■ Task brief
Each record below is to be output unchanged, and any picture is to be dropped.

Working data Start Marker

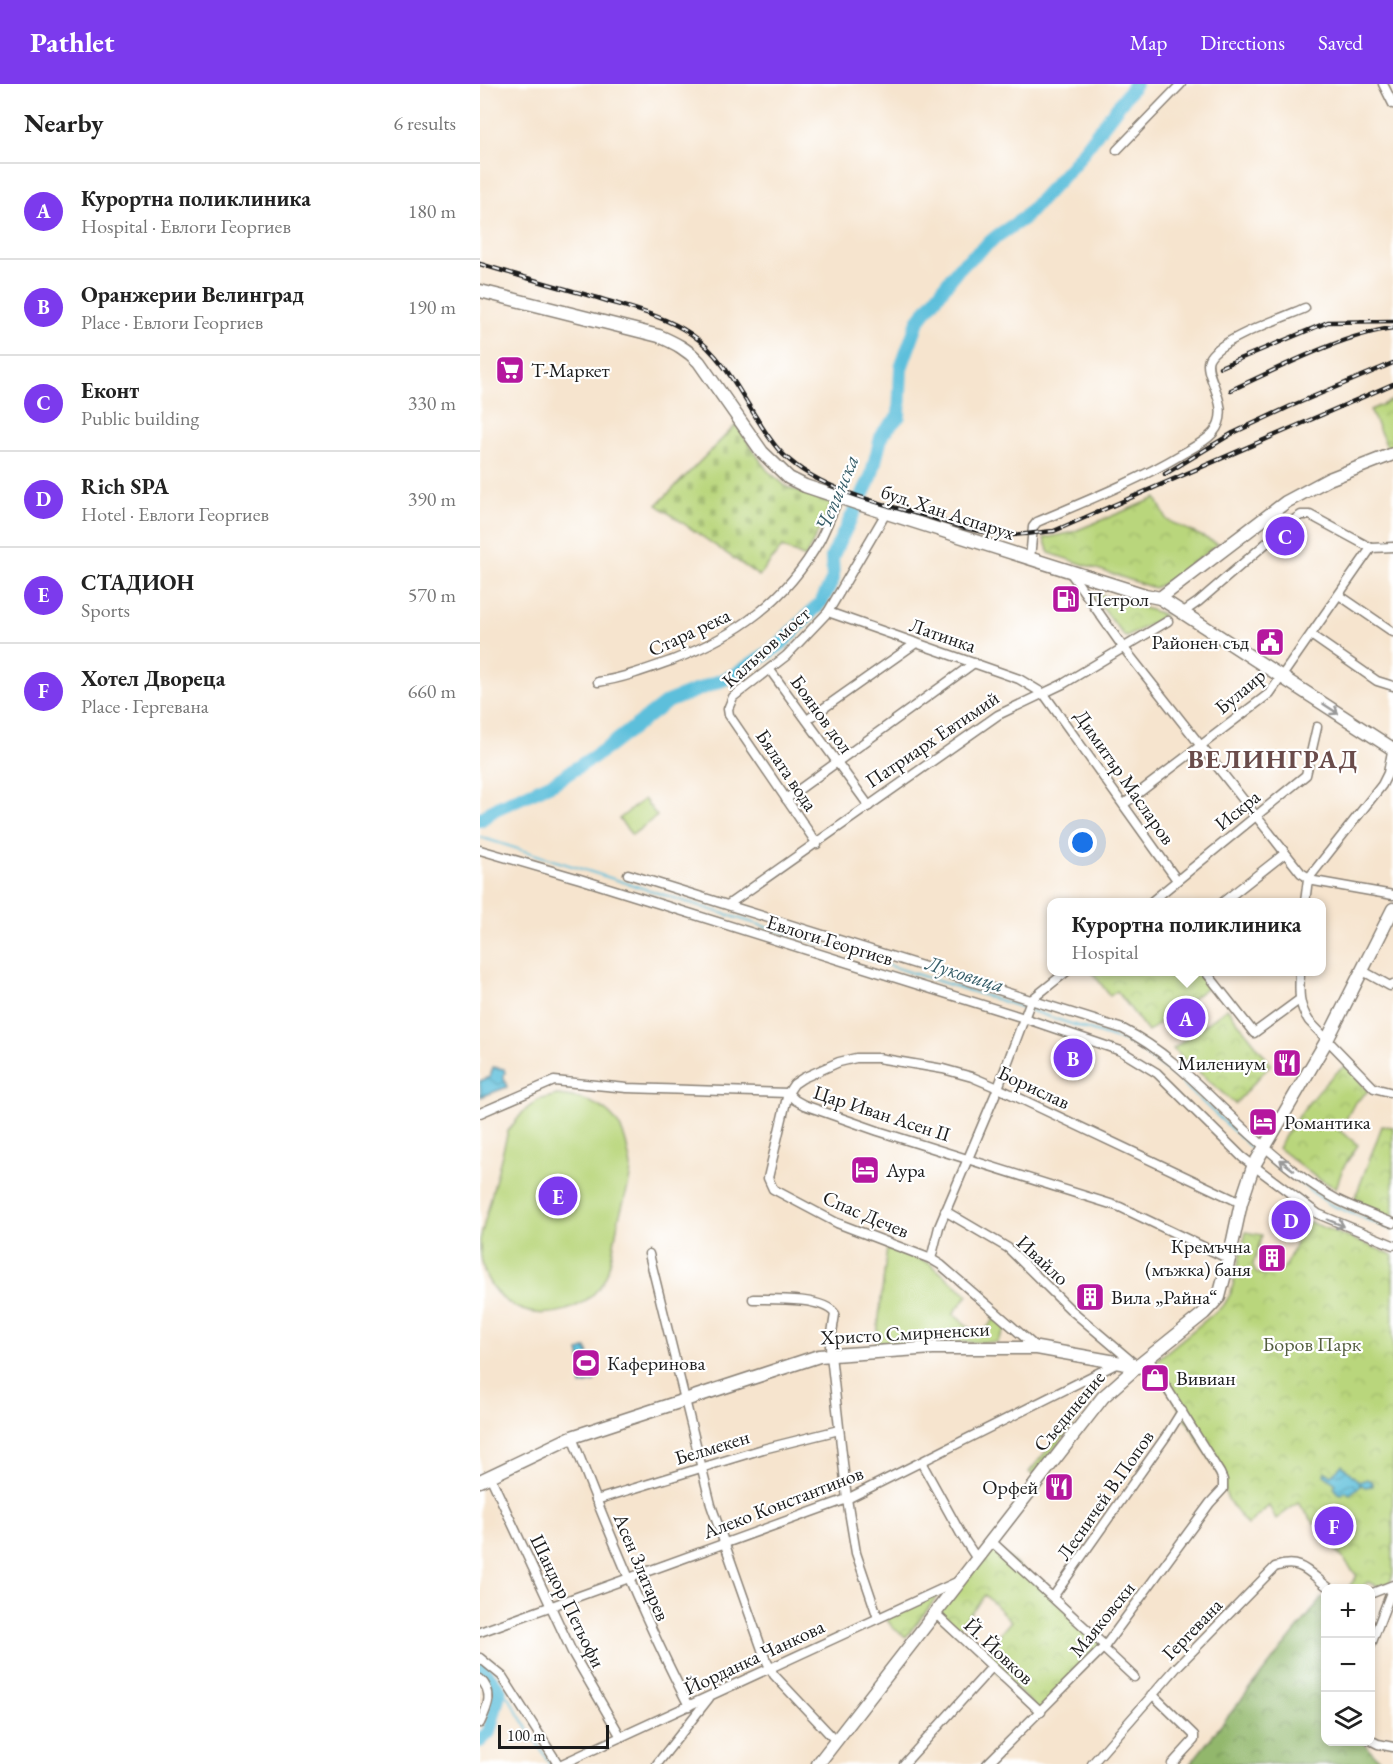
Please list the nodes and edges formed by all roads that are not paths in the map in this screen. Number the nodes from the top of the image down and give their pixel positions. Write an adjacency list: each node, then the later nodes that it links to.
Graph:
1 (1181, 84): 4 (street)
2 (1383, 84): 3 (street)
3 (1393, 104)
4 (1117, 150)
5 (480, 291): 8 (street, бул. Хан Аспарух)
6 (1305, 309): 12 (street)
7 (1393, 454): 15 (street)
8 (844, 499): 9 (street, бул. Хан Аспарух); 26 (street, Стара река)
9 (886, 513): 12 (street, бул. Хан Аспарух); 16 (street, Калъчов мост)
10 (1393, 547): 11 (street)
11 (1371, 548): 14 (street, Булаир); 17 (street)
12 (1030, 559): 13 (street, бул. Хан Аспарух)
13 (1070, 572): 15 (street, бул. Хан Аспарух); 22 (street)
14 (1340, 595): 19 (street); 20 (street, Булаир)
15 (1160, 598): 17 (street, бул. Хан Аспарух)
16 (828, 612): 21 (street, Латинка); 24 (street, Калъчов мост)
17 (1182, 613): 25 (street, бул. Хан Аспарух)
18 (1168, 621): 22 (street, Патриарх Евтимий)
19 (1393, 632)
20 (1311, 635): 25 (street, Булаир); 27 (street)
21 (916, 643): 23 (street, Латинка); 30 (street)
22 (1124, 647): 28 (street, Патриарх Евтимий); 32 (street)
23 (974, 663): 28 (street, Латинка); 34 (street)
24 (770, 670): 29 (street, Калъчов мост); 30 (street, Боянов дол)
25 (1282, 677): 32 (street, Булаир); 33 (street, бул. Хан Аспарух, one-way to 33)
26 (598, 682)
27 (1393, 686)
28 (1044, 694): 36 (street, Димитър Масларов); 37 (street, Патриарх Евтимий)
29 (729, 715): 35 (street, Бялата вода)
30 (807, 720): 34 (street, Боянов дол)
31 (1317, 727): 38 (street, Искра)
32 (1199, 745): 36 (street, Булаир); 38 (street)
33 (1393, 748): 43 (street)
34 (837, 762): 35 (street); 37 (street, Боянов дол)
35 (786, 799): 39 (street, Бялата вода)
36 (1124, 804): 44 (street, Димитър Масларов)
37 (869, 806): 39 (street, Патриарх Евтимий)
38 (1255, 816): 41 (street); 44 (street, Искра)
39 (817, 844): 49 (street, Патриарх Евтимий)
40 (480, 850): 58 (street, Евлоги Георгиев)
41 (1284, 854): 43 (street); 47 (street)
42 (628, 874): 49 (street, Евлоги Георгиев)
43 (1308, 879): 45 (street); 48 (street)
44 (1177, 880): 46 (street, Искра)
45 (1393, 895)
46 (1157, 898)
47 (1229, 898)
48 (1306, 898)
49 (729, 904): 56 (street, Евлоги Георгиев)
50 (1393, 909): 51 (street, Съединение)
51 (1363, 971): 55 (street); 59 (street, Съединение)
52 (1061, 976): 56 (street)
53 (1209, 976): 57 (street)
54 (1300, 976): 57 (street)
55 (1393, 984)
56 (1031, 1000): 58 (street); 64 (street, Евлоги Георгиев)
57 (1299, 1000): 59 (street)
58 (1024, 1018): 60 (street); 66 (street, Евлоги Георгиев)
59 (1327, 1040): 62 (street); 64 (street, Съединение)
60 (998, 1088): 61 (street, Борислав); 65 (street); 67 (street, Борислав)
61 (788, 1093): 63 (street, Цар Иван Асен II); 65 (street, Цар Иван Асен II); 72 (street, Спас Дечев)
62 (1393, 1093)
63 (480, 1113)
64 (1265, 1147): 66 (street, Съединение); 69 (street, Евлоги Георгиев, one-way to 64)
65 (968, 1159): 68 (street); 73 (street, Цар Иван Асен II)
66 (1253, 1167): 67 (street, Съединение); 70 (street, Евлоги Георгиев, one-way to 70)
67 (1241, 1203): 73 (street, Съединение)
68 (945, 1210): 72 (street); 79 (street, Ивайло)
69 (1393, 1223)
70 (1393, 1245)
71 (649, 1254): 80 (street)
72 (931, 1259): 75 (street, Спас Дечев)
73 (1229, 1259): 77 (street, Съединение)
74 (753, 1299): 76 (street)
75 (1038, 1348): 76 (street, Христо Смирненски); 78 (street, Христо Смирненски)
76 (831, 1354): 80 (street, Христо Смирненски); 82 (street)
77 (1148, 1358): 79 (street, Съединение); 81 (street)
78 (1120, 1362): 79 (street, Христо Смирненски); 84 (street, Алеко Константинов)
79 (1138, 1366): 89 (street, Съединение)
80 (686, 1400): 83 (street, Христо Смирненски); 85 (street)
81 (1182, 1411): 97 (street, Лесничей В.Попов); 103 (street, Маяковски)
82 (839, 1430): 85 (street, Белмекен); 87 (street)
83 (572, 1437): 86 (street, Христо Смирненски); 88 (street, Асен Златарев)
84 (921, 1462): 87 (street, Алеко Константинов); 91 (street)
85 (701, 1468): 88 (street, Белмекен); 90 (street)
86 (485, 1479): 98 (street, Шандор Петьофи)
87 (847, 1499): 90 (street, Алеко Константинов); 100 (street)
88 (596, 1500): 92 (street, Асен Златарев)
89 (991, 1541): 91 (street, Съединение); 97 (street)
90 (723, 1543): 92 (street, Алеко Константинов); 106 (street)
91 (977, 1559): 93 (street, Съединение)
92 (628, 1578): 98 (street, Алеко Константинов); 111 (street, Асен Златарев)
93 (961, 1580): 99 (street, Съединение); 100 (street, Йорданка Чанкова)
94 (1324, 1584): 109 (street, Гергевана)
95 (1393, 1586): 96 (street); 102 (street)
96 (1375, 1593)
97 (1053, 1597): 103 (street)
98 (551, 1605): 101 (street, Алеко Константинов); 114 (street, Шандор Петьофи)
99 (936, 1614): 105 (street, Й. Йовков); 115 (street, Съединение)
100 (878, 1618): 106 (street, Йорданка Чанкова)
101 (480, 1632)
102 (1374, 1638)
103 (1104, 1647): 107 (street); 112 (street, Маяковски)
104 (480, 1658): 118 (street)
105 (992, 1667): 112 (street, Й. Йовков); 121 (street)
106 (769, 1668): 110 (street, Йорданка Чанкова); 115 (street)
107 (1134, 1677)
108 (480, 1679): 113 (street)
109 (1152, 1694): 123 (street, Гергевана); 124 (street)
110 (711, 1695): 111 (street, Йорданка Чанкова); 119 (street)
111 (689, 1706): 114 (street, Йорданка Чанкова)
112 (1041, 1712): 122 (street, Маяковски)
113 (480, 1724)
114 (621, 1737): 118 (street, Йорданка Чанкова)
115 (836, 1741): 120 (street, Съединение)
116 (1375, 1742): 117 (street)
117 (1393, 1748)
118 (560, 1764)
119 (657, 1764)
120 (818, 1764)
121 (904, 1764)
122 (987, 1764)
123 (1092, 1764)
124 (1172, 1764)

Working data End Marker

■ Exercise output
Please list the nodes and edges formed by all roads that are not paths in the map in this screen. Number the nodes from the top of the image down and give their pixel positions. Write an adjacency list: each node, then the later nodes that it links to.
Graph:
1 (1181, 84): 4 (street)
2 (1383, 84): 3 (street)
3 (1393, 104)
4 (1117, 150)
5 (480, 291): 8 (street, бул. Хан Аспарух)
6 (1305, 309): 12 (street)
7 (1393, 454): 15 (street)
8 (844, 499): 9 (street, бул. Хан Аспарух); 26 (street, Стара река)
9 (886, 513): 12 (street, бул. Хан Аспарух); 16 (street, Калъчов мост)
10 (1393, 547): 11 (street)
11 (1371, 548): 14 (street, Булаир); 17 (street)
12 (1030, 559): 13 (street, бул. Хан Аспарух)
13 (1070, 572): 15 (street, бул. Хан Аспарух); 22 (street)
14 (1340, 595): 19 (street); 20 (street, Булаир)
15 (1160, 598): 17 (street, бул. Хан Аспарух)
16 (828, 612): 21 (street, Латинка); 24 (street, Калъчов мост)
17 (1182, 613): 25 (street, бул. Хан Аспарух)
18 (1168, 621): 22 (street, Патриарх Евтимий)
19 (1393, 632)
20 (1311, 635): 25 (street, Булаир); 27 (street)
21 (916, 643): 23 (street, Латинка); 30 (street)
22 (1124, 647): 28 (street, Патриарх Евтимий); 32 (street)
23 (974, 663): 28 (street, Латинка); 34 (street)
24 (770, 670): 29 (street, Калъчов мост); 30 (street, Боянов дол)
25 (1282, 677): 32 (street, Булаир); 33 (street, бул. Хан Аспарух, one-way to 33)
26 (598, 682)
27 (1393, 686)
28 (1044, 694): 36 (street, Димитър Масларов); 37 (street, Патриарх Евтимий)
29 (729, 715): 35 (street, Бялата вода)
30 (807, 720): 34 (street, Боянов дол)
31 (1317, 727): 38 (street, Искра)
32 (1199, 745): 36 (street, Булаир); 38 (street)
33 (1393, 748): 43 (street)
34 (837, 762): 35 (street); 37 (street, Боянов дол)
35 (786, 799): 39 (street, Бялата вода)
36 (1124, 804): 44 (street, Димитър Масларов)
37 (869, 806): 39 (street, Патриарх Евтимий)
38 (1255, 816): 41 (street); 44 (street, Искра)
39 (817, 844): 49 (street, Патриарх Евтимий)
40 (480, 850): 58 (street, Евлоги Георгиев)
41 (1284, 854): 43 (street); 47 (street)
42 (628, 874): 49 (street, Евлоги Георгиев)
43 (1308, 879): 45 (street); 48 (street)
44 (1177, 880): 46 (street, Искра)
45 (1393, 895)
46 (1157, 898)
47 (1229, 898)
48 (1306, 898)
49 (729, 904): 56 (street, Евлоги Георгиев)
50 (1393, 909): 51 (street, Съединение)
51 (1363, 971): 55 (street); 59 (street, Съединение)
52 (1061, 976): 56 (street)
53 (1209, 976): 57 (street)
54 (1300, 976): 57 (street)
55 (1393, 984)
56 (1031, 1000): 58 (street); 64 (street, Евлоги Георгиев)
57 (1299, 1000): 59 (street)
58 (1024, 1018): 60 (street); 66 (street, Евлоги Георгиев)
59 (1327, 1040): 62 (street); 64 (street, Съединение)
60 (998, 1088): 61 (street, Борислав); 65 (street); 67 (street, Борислав)
61 (788, 1093): 63 (street, Цар Иван Асен II); 65 (street, Цар Иван Асен II); 72 (street, Спас Дечев)
62 (1393, 1093)
63 (480, 1113)
64 (1265, 1147): 66 (street, Съединение); 69 (street, Евлоги Георгиев, one-way to 64)
65 (968, 1159): 68 (street); 73 (street, Цар Иван Асен II)
66 (1253, 1167): 67 (street, Съединение); 70 (street, Евлоги Георгиев, one-way to 70)
67 (1241, 1203): 73 (street, Съединение)
68 (945, 1210): 72 (street); 79 (street, Ивайло)
69 (1393, 1223)
70 (1393, 1245)
71 (649, 1254): 80 (street)
72 (931, 1259): 75 (street, Спас Дечев)
73 (1229, 1259): 77 (street, Съединение)
74 (753, 1299): 76 (street)
75 (1038, 1348): 76 (street, Христо Смирненски); 78 (street, Христо Смирненски)
76 (831, 1354): 80 (street, Христо Смирненски); 82 (street)
77 (1148, 1358): 79 (street, Съединение); 81 (street)
78 (1120, 1362): 79 (street, Христо Смирненски); 84 (street, Алеко Константинов)
79 (1138, 1366): 89 (street, Съединение)
80 (686, 1400): 83 (street, Христо Смирненски); 85 (street)
81 (1182, 1411): 97 (street, Лесничей В.Попов); 103 (street, Маяковски)
82 (839, 1430): 85 (street, Белмекен); 87 (street)
83 (572, 1437): 86 (street, Христо Смирненски); 88 (street, Асен Златарев)
84 (921, 1462): 87 (street, Алеко Константинов); 91 (street)
85 (701, 1468): 88 (street, Белмекен); 90 (street)
86 (485, 1479): 98 (street, Шандор Петьофи)
87 (847, 1499): 90 (street, Алеко Константинов); 100 (street)
88 (596, 1500): 92 (street, Асен Златарев)
89 (991, 1541): 91 (street, Съединение); 97 (street)
90 (723, 1543): 92 (street, Алеко Константинов); 106 (street)
91 (977, 1559): 93 (street, Съединение)
92 (628, 1578): 98 (street, Алеко Константинов); 111 (street, Асен Златарев)
93 (961, 1580): 99 (street, Съединение); 100 (street, Йорданка Чанкова)
94 (1324, 1584): 109 (street, Гергевана)
95 (1393, 1586): 96 (street); 102 (street)
96 (1375, 1593)
97 (1053, 1597): 103 (street)
98 (551, 1605): 101 (street, Алеко Константинов); 114 (street, Шандор Петьофи)
99 (936, 1614): 105 (street, Й. Йовков); 115 (street, Съединение)
100 (878, 1618): 106 (street, Йорданка Чанкова)
101 (480, 1632)
102 (1374, 1638)
103 (1104, 1647): 107 (street); 112 (street, Маяковски)
104 (480, 1658): 118 (street)
105 (992, 1667): 112 (street, Й. Йовков); 121 (street)
106 (769, 1668): 110 (street, Йорданка Чанкова); 115 (street)
107 (1134, 1677)
108 (480, 1679): 113 (street)
109 (1152, 1694): 123 (street, Гергевана); 124 (street)
110 (711, 1695): 111 (street, Йорданка Чанкова); 119 (street)
111 (689, 1706): 114 (street, Йорданка Чанкова)
112 (1041, 1712): 122 (street, Маяковски)
113 (480, 1724)
114 (621, 1737): 118 (street, Йорданка Чанкова)
115 (836, 1741): 120 (street, Съединение)
116 (1375, 1742): 117 (street)
117 (1393, 1748)
118 (560, 1764)
119 (657, 1764)
120 (818, 1764)
121 (904, 1764)
122 (987, 1764)
123 (1092, 1764)
124 (1172, 1764)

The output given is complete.